=== Begin Enclosure ===

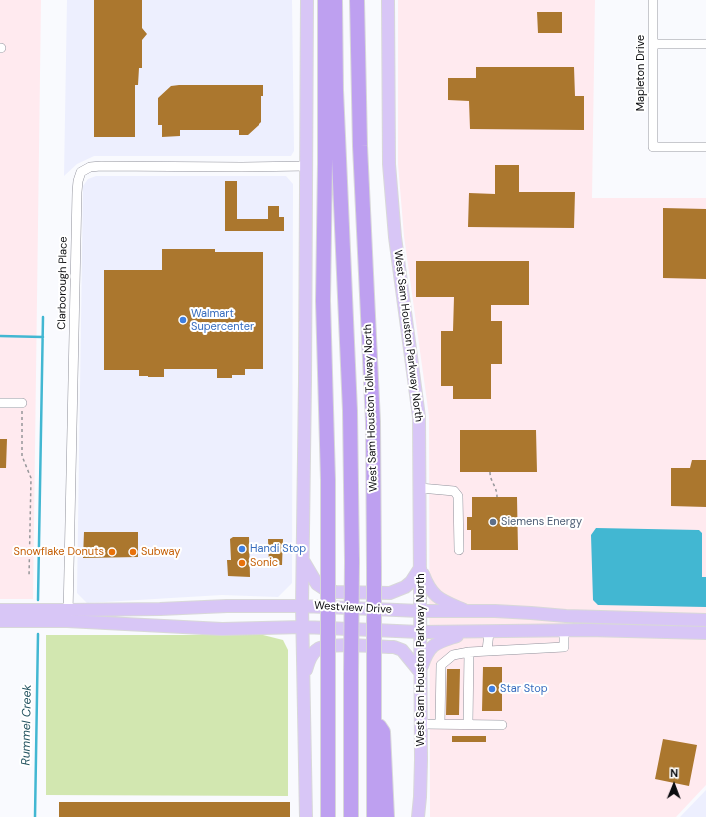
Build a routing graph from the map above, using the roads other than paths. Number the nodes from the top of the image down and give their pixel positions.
1 (307, 0) edge
2 (325, 0) edge
3 (335, 0) edge
4 (357, 0) edge
5 (388, 0) edge
6 (653, 0) edge
7 (653, 44) junction
8 (706, 44) edge
9 (706, 147) edge
10 (307, 166) junction
11 (0, 403) edge
12 (22, 404) road end
13 (420, 488) junction
14 (459, 550) dead end
15 (304, 562) junction
16 (420, 567) junction
17 (302, 606) junction
18 (0, 610) edge
19 (420, 611) junction
20 (467, 611) junction
21 (68, 616) junction
22 (566, 616) junction
23 (706, 620) edge
24 (0, 621) edge
25 (303, 628) junction
26 (564, 630) junction
27 (420, 632) junction
28 (467, 632) junction
29 (490, 632) junction
30 (706, 633) edge
31 (487, 651) junction
32 (469, 652) junction
33 (420, 672) junction
34 (304, 673) junction
35 (374, 718) junction
36 (421, 724) junction
37 (440, 724) junction
38 (468, 724) junction
39 (502, 725) dead end
40 (306, 817) edge
41 (328, 817) edge
42 (351, 817) edge
43 (374, 817) edge
44 (387, 817) edge
45 (419, 817) edge

1 - 10 main road
2 - 41 highway, bridge
3 - 42 highway, West Sam Houston Tollway North, bridge
4 - 35 highway, West Sam Houston Tollway North, bridge
5 - 13 main road, West Sam Houston Parkway North
6 - 7 street, Mapleton Drive
7 - 8 street
7 - 9 street, Mapleton Drive
10 - 15 main road
10 - 21 street, Clarborough Place
11 - 12 street
13 - 14 street
13 - 16 main road, West Sam Houston Parkway North
15 - 16 main road
15 - 17 main road
16 - 19 main road, West Sam Houston Parkway North
16 - 20 main road
17 - 19 main road, Westview Drive
17 - 21 main road, Westview Drive
17 - 25 main road
18 - 21 main road, Westview Drive
19 - 20 main road, Westview Drive
19 - 27 main road, West Sam Houston Parkway North
20 - 22 main road, Westview Drive
21 - 24 main road, Westview Drive
21 - 25 main road, Westview Drive
22 - 23 main road, Westview Drive
22 - 26 main road
25 - 27 main road, Westview Drive
25 - 34 main road
26 - 29 main road, Westview Drive
26 - 30 main road, Westview Drive
26 - 31 street
27 - 28 main road, Westview Drive
27 - 33 main road, West Sam Houston Parkway North
28 - 29 main road, Westview Drive
28 - 33 main road
29 - 31 street
31 - 32 street
32 - 37 street
32 - 38 street
33 - 34 main road
33 - 36 main road, West Sam Houston Parkway North
34 - 40 main road
35 - 43 highway, West Sam Houston Tollway North
35 - 44 highway
36 - 37 street
36 - 45 main road, West Sam Houston Parkway North
37 - 38 street
38 - 39 street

=== End Enclosure ===

What you should do
Please repeat every line from the listing above exactly as it appears. Drop the pictures.

Written answer
Build a routing graph from the map above, using the roads other than paths. Number the nodes from the top of the image down and give their pixel positions.
1 (307, 0) edge
2 (325, 0) edge
3 (335, 0) edge
4 (357, 0) edge
5 (388, 0) edge
6 (653, 0) edge
7 (653, 44) junction
8 (706, 44) edge
9 (706, 147) edge
10 (307, 166) junction
11 (0, 403) edge
12 (22, 404) road end
13 (420, 488) junction
14 (459, 550) dead end
15 (304, 562) junction
16 (420, 567) junction
17 (302, 606) junction
18 (0, 610) edge
19 (420, 611) junction
20 (467, 611) junction
21 (68, 616) junction
22 (566, 616) junction
23 (706, 620) edge
24 (0, 621) edge
25 (303, 628) junction
26 (564, 630) junction
27 (420, 632) junction
28 (467, 632) junction
29 (490, 632) junction
30 (706, 633) edge
31 (487, 651) junction
32 (469, 652) junction
33 (420, 672) junction
34 (304, 673) junction
35 (374, 718) junction
36 (421, 724) junction
37 (440, 724) junction
38 (468, 724) junction
39 (502, 725) dead end
40 (306, 817) edge
41 (328, 817) edge
42 (351, 817) edge
43 (374, 817) edge
44 (387, 817) edge
45 (419, 817) edge

1 - 10 main road
2 - 41 highway, bridge
3 - 42 highway, West Sam Houston Tollway North, bridge
4 - 35 highway, West Sam Houston Tollway North, bridge
5 - 13 main road, West Sam Houston Parkway North
6 - 7 street, Mapleton Drive
7 - 8 street
7 - 9 street, Mapleton Drive
10 - 15 main road
10 - 21 street, Clarborough Place
11 - 12 street
13 - 14 street
13 - 16 main road, West Sam Houston Parkway North
15 - 16 main road
15 - 17 main road
16 - 19 main road, West Sam Houston Parkway North
16 - 20 main road
17 - 19 main road, Westview Drive
17 - 21 main road, Westview Drive
17 - 25 main road
18 - 21 main road, Westview Drive
19 - 20 main road, Westview Drive
19 - 27 main road, West Sam Houston Parkway North
20 - 22 main road, Westview Drive
21 - 24 main road, Westview Drive
21 - 25 main road, Westview Drive
22 - 23 main road, Westview Drive
22 - 26 main road
25 - 27 main road, Westview Drive
25 - 34 main road
26 - 29 main road, Westview Drive
26 - 30 main road, Westview Drive
26 - 31 street
27 - 28 main road, Westview Drive
27 - 33 main road, West Sam Houston Parkway North
28 - 29 main road, Westview Drive
28 - 33 main road
29 - 31 street
31 - 32 street
32 - 37 street
32 - 38 street
33 - 34 main road
33 - 36 main road, West Sam Houston Parkway North
34 - 40 main road
35 - 43 highway, West Sam Houston Tollway North
35 - 44 highway
36 - 37 street
36 - 45 main road, West Sam Houston Parkway North
37 - 38 street
38 - 39 street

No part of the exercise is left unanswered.